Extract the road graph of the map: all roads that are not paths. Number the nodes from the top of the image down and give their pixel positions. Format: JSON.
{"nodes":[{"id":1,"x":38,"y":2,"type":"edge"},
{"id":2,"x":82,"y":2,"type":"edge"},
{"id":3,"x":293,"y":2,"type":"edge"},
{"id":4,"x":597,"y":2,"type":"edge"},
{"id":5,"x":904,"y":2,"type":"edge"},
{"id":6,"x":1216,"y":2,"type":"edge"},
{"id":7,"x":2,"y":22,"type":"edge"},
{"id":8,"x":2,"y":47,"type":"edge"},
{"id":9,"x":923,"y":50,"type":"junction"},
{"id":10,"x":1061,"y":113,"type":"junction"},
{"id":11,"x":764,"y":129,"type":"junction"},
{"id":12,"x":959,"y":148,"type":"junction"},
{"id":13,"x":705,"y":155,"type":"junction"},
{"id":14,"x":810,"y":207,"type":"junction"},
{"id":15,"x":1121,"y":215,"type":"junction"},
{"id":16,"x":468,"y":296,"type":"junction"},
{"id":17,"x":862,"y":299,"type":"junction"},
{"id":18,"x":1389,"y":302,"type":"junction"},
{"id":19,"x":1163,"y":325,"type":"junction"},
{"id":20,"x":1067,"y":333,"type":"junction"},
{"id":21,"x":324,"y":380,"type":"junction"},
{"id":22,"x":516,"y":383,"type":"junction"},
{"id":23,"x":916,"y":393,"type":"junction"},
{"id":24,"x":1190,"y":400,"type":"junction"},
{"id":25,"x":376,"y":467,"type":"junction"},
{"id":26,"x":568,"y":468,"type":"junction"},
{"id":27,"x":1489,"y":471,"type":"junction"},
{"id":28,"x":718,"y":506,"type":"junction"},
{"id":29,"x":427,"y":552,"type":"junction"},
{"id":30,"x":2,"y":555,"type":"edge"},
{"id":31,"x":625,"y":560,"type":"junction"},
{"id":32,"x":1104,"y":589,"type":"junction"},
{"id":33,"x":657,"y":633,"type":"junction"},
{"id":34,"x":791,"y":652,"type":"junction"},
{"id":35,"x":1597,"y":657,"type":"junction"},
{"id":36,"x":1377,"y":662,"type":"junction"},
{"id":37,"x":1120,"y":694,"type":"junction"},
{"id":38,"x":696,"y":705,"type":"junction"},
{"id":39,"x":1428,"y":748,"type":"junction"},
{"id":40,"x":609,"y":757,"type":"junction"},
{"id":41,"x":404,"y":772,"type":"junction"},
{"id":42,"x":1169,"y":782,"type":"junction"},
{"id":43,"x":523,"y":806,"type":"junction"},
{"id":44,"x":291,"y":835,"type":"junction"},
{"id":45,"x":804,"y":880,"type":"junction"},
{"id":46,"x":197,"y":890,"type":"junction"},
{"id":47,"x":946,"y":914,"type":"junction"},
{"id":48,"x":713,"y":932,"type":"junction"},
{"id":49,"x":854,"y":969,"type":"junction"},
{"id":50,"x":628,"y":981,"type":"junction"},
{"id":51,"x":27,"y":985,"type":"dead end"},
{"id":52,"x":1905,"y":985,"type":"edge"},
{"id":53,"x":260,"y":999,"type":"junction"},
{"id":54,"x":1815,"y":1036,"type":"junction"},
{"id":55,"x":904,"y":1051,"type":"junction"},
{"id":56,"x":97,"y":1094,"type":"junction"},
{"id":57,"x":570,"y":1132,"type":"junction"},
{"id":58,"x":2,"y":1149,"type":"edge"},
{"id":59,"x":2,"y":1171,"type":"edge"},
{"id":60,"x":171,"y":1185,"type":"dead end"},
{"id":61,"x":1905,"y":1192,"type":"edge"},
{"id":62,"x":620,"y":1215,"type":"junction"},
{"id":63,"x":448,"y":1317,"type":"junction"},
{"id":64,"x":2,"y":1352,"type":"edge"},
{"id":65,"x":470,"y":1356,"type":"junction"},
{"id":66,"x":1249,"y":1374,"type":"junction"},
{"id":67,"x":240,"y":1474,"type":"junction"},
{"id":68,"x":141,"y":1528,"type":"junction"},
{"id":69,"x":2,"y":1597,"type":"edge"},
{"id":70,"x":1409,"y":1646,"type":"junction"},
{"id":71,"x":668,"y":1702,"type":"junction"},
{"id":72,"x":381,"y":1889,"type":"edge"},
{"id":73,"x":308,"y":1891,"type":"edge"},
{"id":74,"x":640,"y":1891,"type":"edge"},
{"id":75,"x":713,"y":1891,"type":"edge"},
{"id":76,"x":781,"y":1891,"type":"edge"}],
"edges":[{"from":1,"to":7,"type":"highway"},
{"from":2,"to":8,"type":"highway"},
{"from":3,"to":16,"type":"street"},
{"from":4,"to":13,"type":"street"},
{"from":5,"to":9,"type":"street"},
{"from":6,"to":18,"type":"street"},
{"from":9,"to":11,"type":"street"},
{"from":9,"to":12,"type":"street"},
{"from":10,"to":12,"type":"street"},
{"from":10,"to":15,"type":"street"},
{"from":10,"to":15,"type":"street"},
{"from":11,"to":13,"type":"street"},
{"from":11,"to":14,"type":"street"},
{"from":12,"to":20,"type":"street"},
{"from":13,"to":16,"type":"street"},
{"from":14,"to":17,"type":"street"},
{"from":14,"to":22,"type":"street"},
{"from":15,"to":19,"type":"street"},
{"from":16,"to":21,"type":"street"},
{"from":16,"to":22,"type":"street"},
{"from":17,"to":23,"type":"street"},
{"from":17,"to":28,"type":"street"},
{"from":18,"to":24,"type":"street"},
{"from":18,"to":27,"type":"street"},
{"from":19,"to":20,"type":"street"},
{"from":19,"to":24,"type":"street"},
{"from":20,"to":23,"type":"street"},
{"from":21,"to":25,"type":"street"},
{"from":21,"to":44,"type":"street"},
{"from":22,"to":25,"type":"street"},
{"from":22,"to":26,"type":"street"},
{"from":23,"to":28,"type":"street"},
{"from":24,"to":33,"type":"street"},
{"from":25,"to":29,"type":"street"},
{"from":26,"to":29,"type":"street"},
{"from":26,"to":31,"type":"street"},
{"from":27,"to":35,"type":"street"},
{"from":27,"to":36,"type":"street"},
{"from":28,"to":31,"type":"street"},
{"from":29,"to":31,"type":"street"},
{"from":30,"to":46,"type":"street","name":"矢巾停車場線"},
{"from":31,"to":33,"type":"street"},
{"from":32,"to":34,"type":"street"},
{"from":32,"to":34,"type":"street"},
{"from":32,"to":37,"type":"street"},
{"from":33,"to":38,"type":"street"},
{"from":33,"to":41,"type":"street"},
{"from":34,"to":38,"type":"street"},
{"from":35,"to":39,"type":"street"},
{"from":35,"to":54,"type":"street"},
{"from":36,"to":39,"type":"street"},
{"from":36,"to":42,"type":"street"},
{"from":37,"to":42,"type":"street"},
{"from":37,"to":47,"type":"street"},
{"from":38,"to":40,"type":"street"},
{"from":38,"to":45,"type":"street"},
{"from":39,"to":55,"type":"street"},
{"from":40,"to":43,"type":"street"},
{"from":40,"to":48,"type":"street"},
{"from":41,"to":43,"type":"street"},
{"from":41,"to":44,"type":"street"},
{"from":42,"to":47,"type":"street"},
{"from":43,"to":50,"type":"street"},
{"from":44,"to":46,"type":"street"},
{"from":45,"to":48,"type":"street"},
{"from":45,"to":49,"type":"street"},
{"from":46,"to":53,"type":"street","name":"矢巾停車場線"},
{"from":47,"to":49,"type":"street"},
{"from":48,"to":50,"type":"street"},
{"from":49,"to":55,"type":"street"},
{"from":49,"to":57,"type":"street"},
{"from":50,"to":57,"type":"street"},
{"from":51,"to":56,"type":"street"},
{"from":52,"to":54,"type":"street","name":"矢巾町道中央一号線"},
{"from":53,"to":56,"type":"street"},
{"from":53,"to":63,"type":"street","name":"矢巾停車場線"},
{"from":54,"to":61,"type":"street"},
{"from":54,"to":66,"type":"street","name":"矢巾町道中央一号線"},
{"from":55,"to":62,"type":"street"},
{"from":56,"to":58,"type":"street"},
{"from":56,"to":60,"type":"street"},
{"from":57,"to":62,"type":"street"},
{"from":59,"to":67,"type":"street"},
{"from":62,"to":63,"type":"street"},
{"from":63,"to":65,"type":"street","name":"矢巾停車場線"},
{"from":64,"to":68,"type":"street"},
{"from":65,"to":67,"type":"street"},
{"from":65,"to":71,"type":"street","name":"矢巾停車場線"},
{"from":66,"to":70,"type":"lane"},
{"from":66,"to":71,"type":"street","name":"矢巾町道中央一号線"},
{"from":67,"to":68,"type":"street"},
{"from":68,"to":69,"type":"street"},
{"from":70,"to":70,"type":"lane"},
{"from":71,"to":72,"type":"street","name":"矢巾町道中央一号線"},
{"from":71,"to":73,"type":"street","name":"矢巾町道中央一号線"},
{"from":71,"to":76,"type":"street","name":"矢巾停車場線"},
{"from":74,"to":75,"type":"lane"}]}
★ ★ ★ ★ ★
#### Work order:
Each line of the listing above that contains the word "nodes" is to be copied.

#### Output of the task:
Extract the road graph of the map: all roads that are not paths. Number the nodes from the top of the image down and give their pixel positions. Format: JSON.
{"nodes":[{"id":1,"x":38,"y":2,"type":"edge"},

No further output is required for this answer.